I'd like the data below restated word for word, with the pictures left out.

Dataset entries:

****************************************

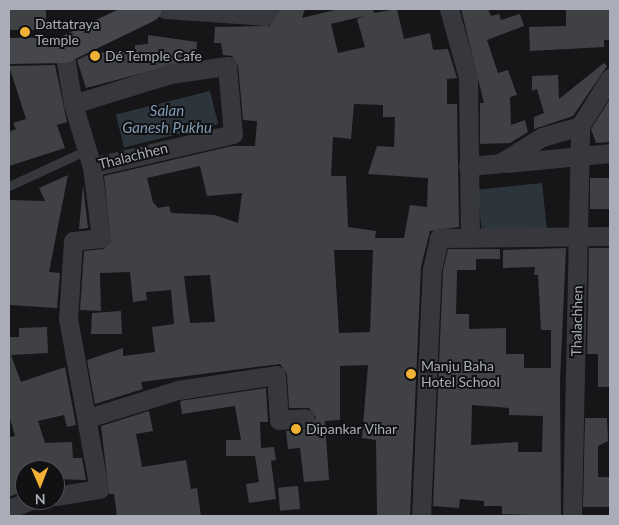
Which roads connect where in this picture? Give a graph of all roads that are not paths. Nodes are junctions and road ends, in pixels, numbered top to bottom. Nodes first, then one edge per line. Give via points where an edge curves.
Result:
1 (149, 9) edge
2 (165, 9) edge
3 (269, 9) edge
4 (449, 9) edge
5 (64, 50) junction
6 (9, 51) edge
7 (610, 78) edge
8 (73, 104) junction
9 (580, 126) junction
10 (576, 153) junction
11 (610, 153) edge
12 (89, 158) junction
13 (500, 164) junction
14 (468, 166) junction
15 (9, 186) edge
16 (610, 236) edge
17 (578, 237) junction
18 (470, 238) junction
19 (88, 418) junction
20 (305, 418) dead end
21 (65, 494) edge
22 (421, 516) edge
23 (572, 516) edge

1 - 5 main road
2 - 3 street via 265,16
4 - 14 street via 468,77
5 - 6 main road
5 - 8 street
7 - 9 street
8 - 12 street
8 - 12 street, Thalachhen via 170,74 227,66 233,134
9 - 10 street, Thalachhen
9 - 13 street via 542,137
10 - 11 street
10 - 13 street
10 - 17 street, Thalachhen
12 - 15 lane
12 - 19 street via 101,238 73,241 68,319 73,366
13 - 14 street
14 - 18 street
16 - 17 street
17 - 18 street
17 - 23 street, Thalachhen
18 - 22 street via 439,238 432,269
19 - 20 street via 178,390 276,375 279,420
19 - 21 street via 98,488

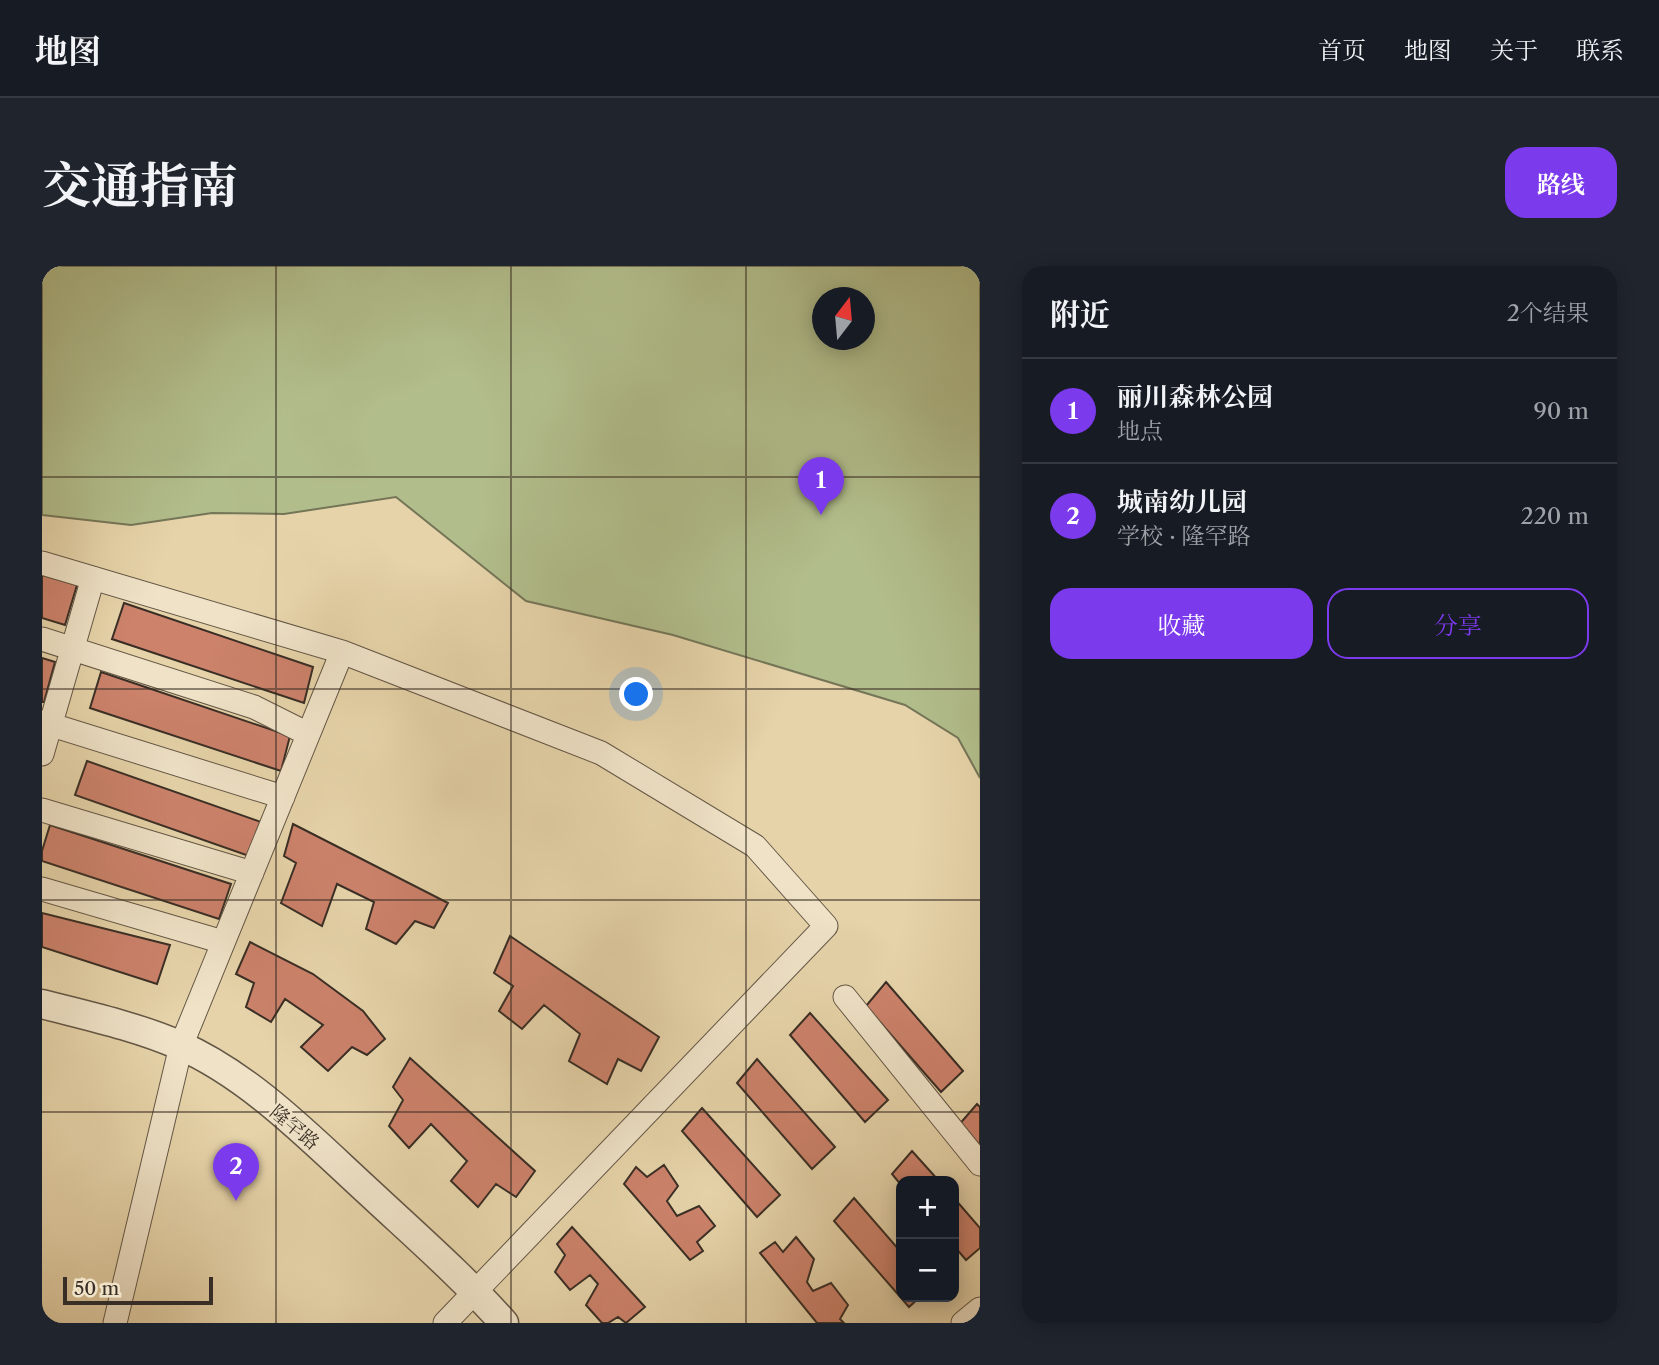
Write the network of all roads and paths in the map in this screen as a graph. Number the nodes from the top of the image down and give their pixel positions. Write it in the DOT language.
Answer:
graph roads {
  1 [pos="42,563"];
  2 [pos="93,578"];
  3 [pos="42,639"];
  4 [pos="73,648"];
  5 [pos="342,652"];
  6 [pos="46,723"];
  7 [pos="308,734"];
  8 [pos="42,754"];
  9 [pos="283,797"];
  10 [pos="42,810"];
  11 [pos="252,873"];
  12 [pos="42,889"];
  13 [pos="223,942"];
  14 [pos="845,997"];
  15 [pos="42,1003"];
  16 [pos="181,1046"];
  17 [pos="980,1164"];
  18 [pos="477,1292"];
  19 [pos="980,1309"];
  20 [pos="115,1323"];
  21 [pos="445,1323"];
  22 [pos="504,1323"];
  23 [pos="963,1323"];
  1 -- 2 [label="street"];
  2 -- 4 [label="street"];
  2 -- 5 [label="street"];
  3 -- 4 [label="street"];
  4 -- 6 [label="street"];
  4 -- 7 [label="street"];
  5 -- 7 [label="street"];
  5 -- 18 [label="street"];
  6 -- 8 [label="street"];
  6 -- 9 [label="street"];
  7 -- 9 [label="street"];
  9 -- 11 [label="street"];
  10 -- 11 [label="street"];
  11 -- 13 [label="street"];
  12 -- 13 [label="street"];
  13 -- 16 [label="street"];
  14 -- 17 [label="street"];
  15 -- 16 [label="street, 隆罕路"];
  16 -- 18 [label="street, 隆罕路"];
  16 -- 20 [label="street"];
  18 -- 21 [label="street"];
  18 -- 22 [label="street, 隆罕路"];
  19 -- 23 [label="street"];
}
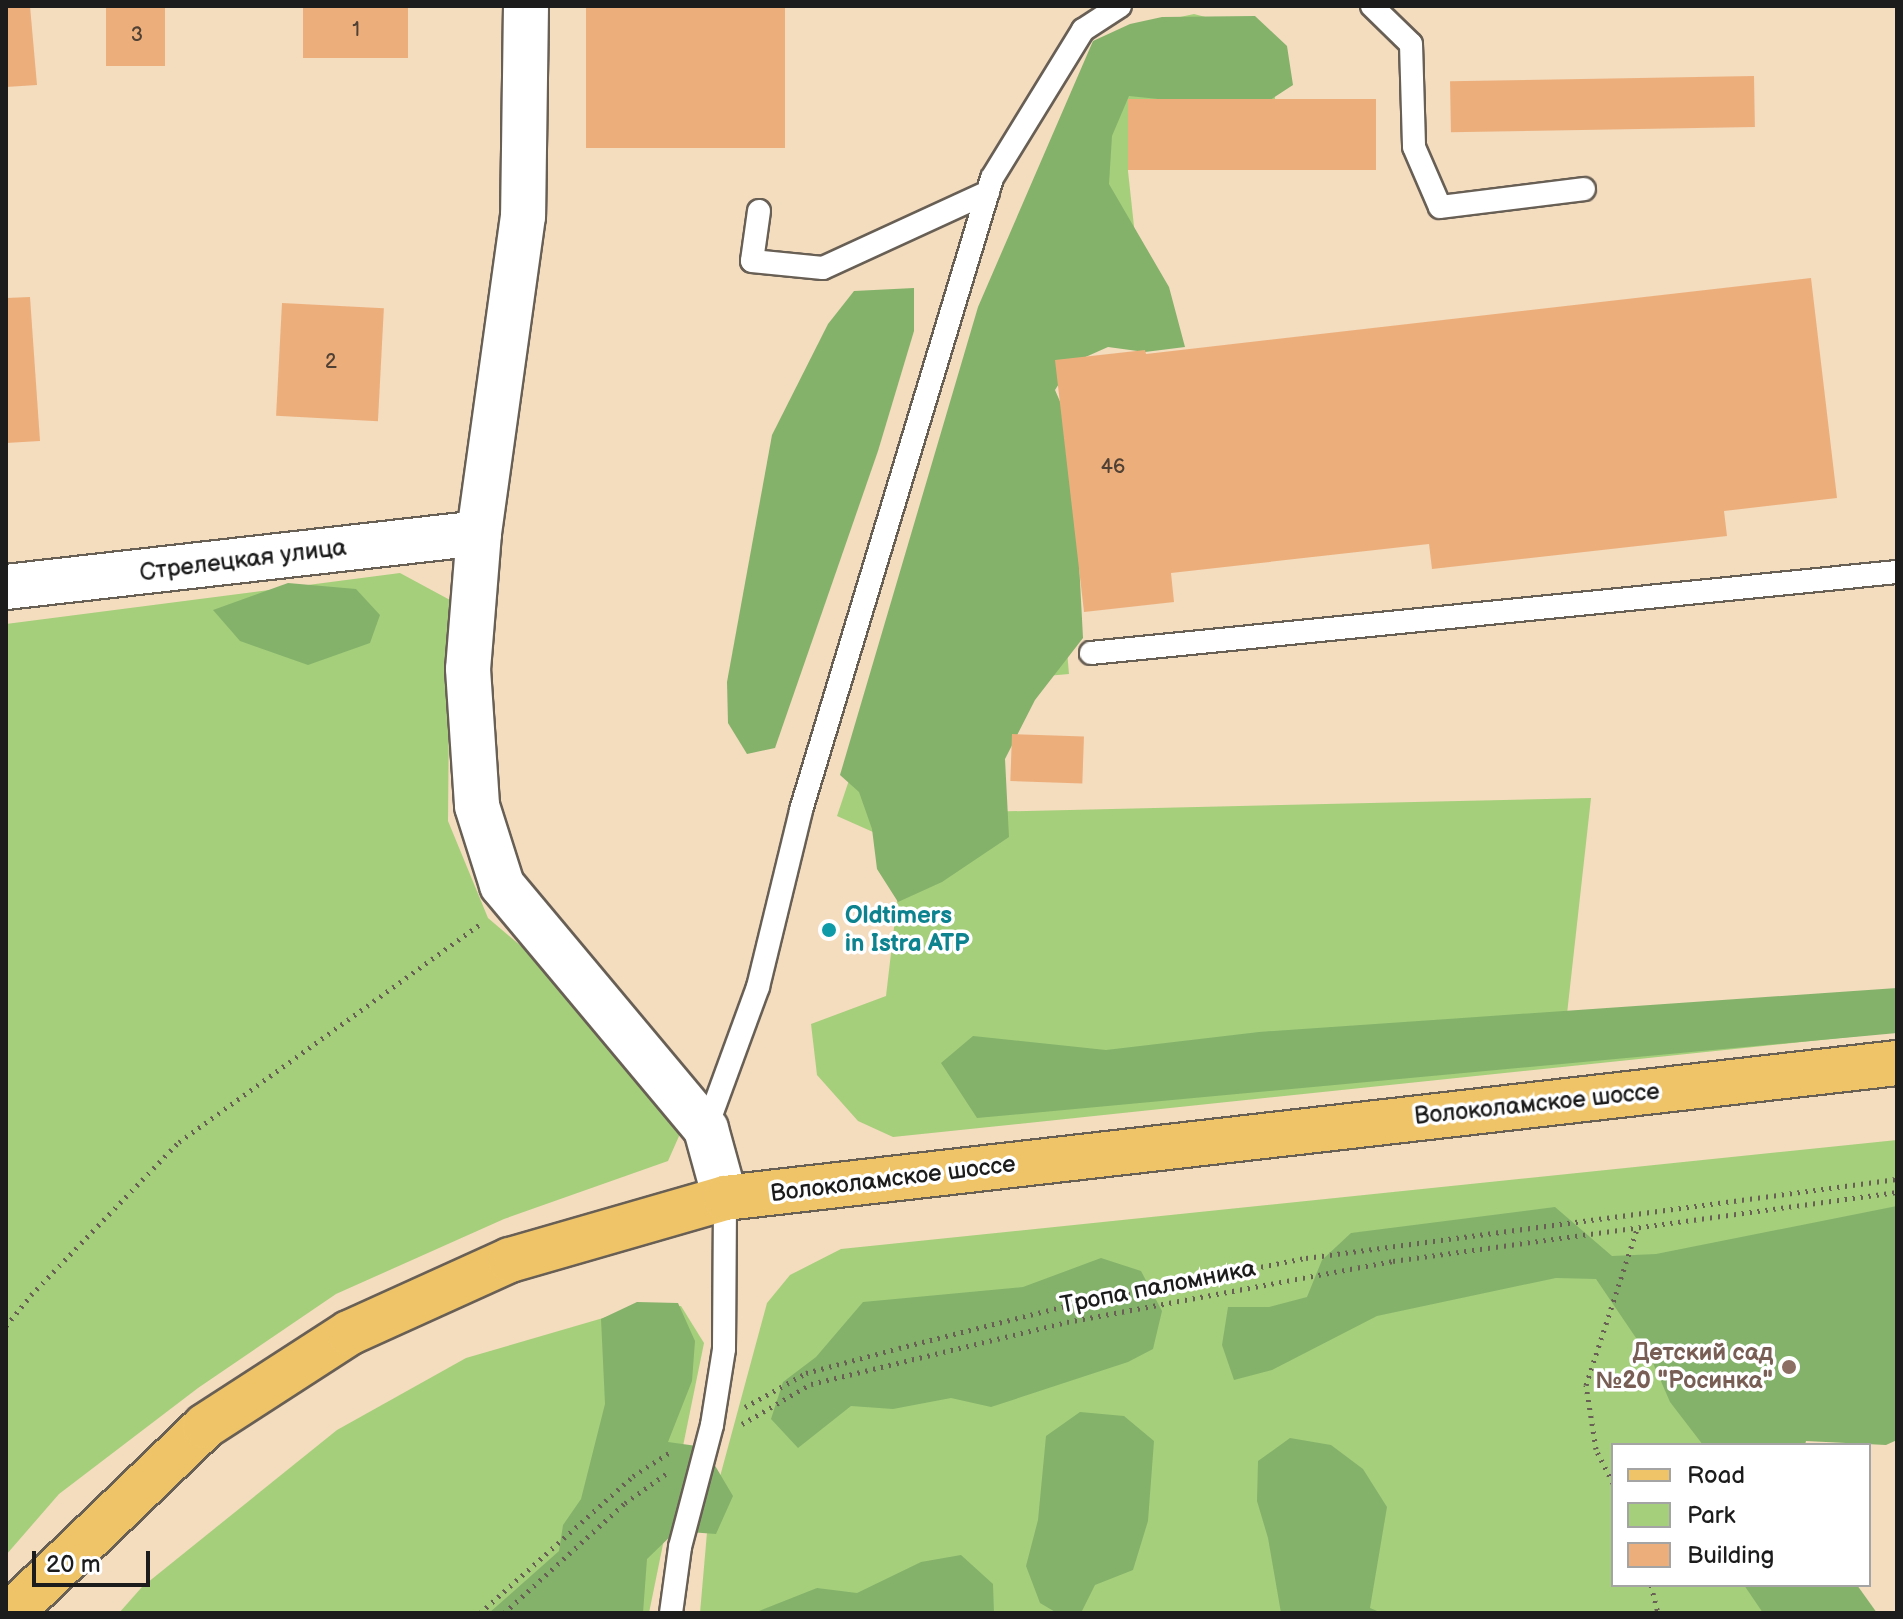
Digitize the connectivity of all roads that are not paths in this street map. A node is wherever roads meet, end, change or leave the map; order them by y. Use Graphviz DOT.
graph roads {
  1 [pos="526,6"];
  2 [pos="1120,6"];
  3 [pos="1372,6"];
  4 [pos="1584,189"];
  5 [pos="988,192"];
  6 [pos="759,211"];
  7 [pos="479,533"];
  8 [pos="1897,572"];
  9 [pos="6,587"];
  10 [pos="1091,653"];
  11 [pos="1897,1063"];
  12 [pos="706,1129"];
  13 [pos="725,1198"];
  14 [pos="11,1613"];
  15 [pos="671,1613"];
  1 -- 7 [label="street"];
  2 -- 5 [label="lane"];
  3 -- 4 [label="lane"];
  5 -- 6 [label="lane"];
  5 -- 12 [label="lane"];
  7 -- 9 [label="street, Стрелецкая улица"];
  7 -- 12 [label="street"];
  8 -- 10 [label="lane"];
  11 -- 13 [label="main road, Волоколамское шоссе"];
  12 -- 13 [label="street"];
  13 -- 14 [label="main road, Волоколамское шоссе"];
  13 -- 15 [label="lane"];
}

****************************************

● Exercise result:
Which roads connect where in this picture? Give a graph of all roads that are not paths. Nodes are junctions and road ends, in pixels, numbered top to bottom. Nodes first, then one edge per line. Give via points where an edge curves.
Result:
1 (149, 9) edge
2 (165, 9) edge
3 (269, 9) edge
4 (449, 9) edge
5 (64, 50) junction
6 (9, 51) edge
7 (610, 78) edge
8 (73, 104) junction
9 (580, 126) junction
10 (576, 153) junction
11 (610, 153) edge
12 (89, 158) junction
13 (500, 164) junction
14 (468, 166) junction
15 (9, 186) edge
16 (610, 236) edge
17 (578, 237) junction
18 (470, 238) junction
19 (88, 418) junction
20 (305, 418) dead end
21 (65, 494) edge
22 (421, 516) edge
23 (572, 516) edge

1 - 5 main road
2 - 3 street via 265,16
4 - 14 street via 468,77
5 - 6 main road
5 - 8 street
7 - 9 street
8 - 12 street
8 - 12 street, Thalachhen via 170,74 227,66 233,134
9 - 10 street, Thalachhen
9 - 13 street via 542,137
10 - 11 street
10 - 13 street
10 - 17 street, Thalachhen
12 - 15 lane
12 - 19 street via 101,238 73,241 68,319 73,366
13 - 14 street
14 - 18 street
16 - 17 street
17 - 18 street
17 - 23 street, Thalachhen
18 - 22 street via 439,238 432,269
19 - 20 street via 178,390 276,375 279,420
19 - 21 street via 98,488

Write the network of all roads and paths in the map in this screen as a graph. Number the nodes from the top of the image down and give their pixel positions. Write it in the DOT language.
Answer:
graph roads {
  1 [pos="42,563"];
  2 [pos="93,578"];
  3 [pos="42,639"];
  4 [pos="73,648"];
  5 [pos="342,652"];
  6 [pos="46,723"];
  7 [pos="308,734"];
  8 [pos="42,754"];
  9 [pos="283,797"];
  10 [pos="42,810"];
  11 [pos="252,873"];
  12 [pos="42,889"];
  13 [pos="223,942"];
  14 [pos="845,997"];
  15 [pos="42,1003"];
  16 [pos="181,1046"];
  17 [pos="980,1164"];
  18 [pos="477,1292"];
  19 [pos="980,1309"];
  20 [pos="115,1323"];
  21 [pos="445,1323"];
  22 [pos="504,1323"];
  23 [pos="963,1323"];
  1 -- 2 [label="street"];
  2 -- 4 [label="street"];
  2 -- 5 [label="street"];
  3 -- 4 [label="street"];
  4 -- 6 [label="street"];
  4 -- 7 [label="street"];
  5 -- 7 [label="street"];
  5 -- 18 [label="street"];
  6 -- 8 [label="street"];
  6 -- 9 [label="street"];
  7 -- 9 [label="street"];
  9 -- 11 [label="street"];
  10 -- 11 [label="street"];
  11 -- 13 [label="street"];
  12 -- 13 [label="street"];
  13 -- 16 [label="street"];
  14 -- 17 [label="street"];
  15 -- 16 [label="street, 隆罕路"];
  16 -- 18 [label="street, 隆罕路"];
  16 -- 20 [label="street"];
  18 -- 21 [label="street"];
  18 -- 22 [label="street, 隆罕路"];
  19 -- 23 [label="street"];
}
Digitize the connectivity of all roads that are not paths in this street map. A node is wherever roads meet, end, change or leave the map; order them by y. Use Graphviz DOT.
graph roads {
  1 [pos="526,6"];
  2 [pos="1120,6"];
  3 [pos="1372,6"];
  4 [pos="1584,189"];
  5 [pos="988,192"];
  6 [pos="759,211"];
  7 [pos="479,533"];
  8 [pos="1897,572"];
  9 [pos="6,587"];
  10 [pos="1091,653"];
  11 [pos="1897,1063"];
  12 [pos="706,1129"];
  13 [pos="725,1198"];
  14 [pos="11,1613"];
  15 [pos="671,1613"];
  1 -- 7 [label="street"];
  2 -- 5 [label="lane"];
  3 -- 4 [label="lane"];
  5 -- 6 [label="lane"];
  5 -- 12 [label="lane"];
  7 -- 9 [label="street, Стрелецкая улица"];
  7 -- 12 [label="street"];
  8 -- 10 [label="lane"];
  11 -- 13 [label="main road, Волоколамское шоссе"];
  12 -- 13 [label="street"];
  13 -- 14 [label="main road, Волоколамское шоссе"];
  13 -- 15 [label="lane"];
}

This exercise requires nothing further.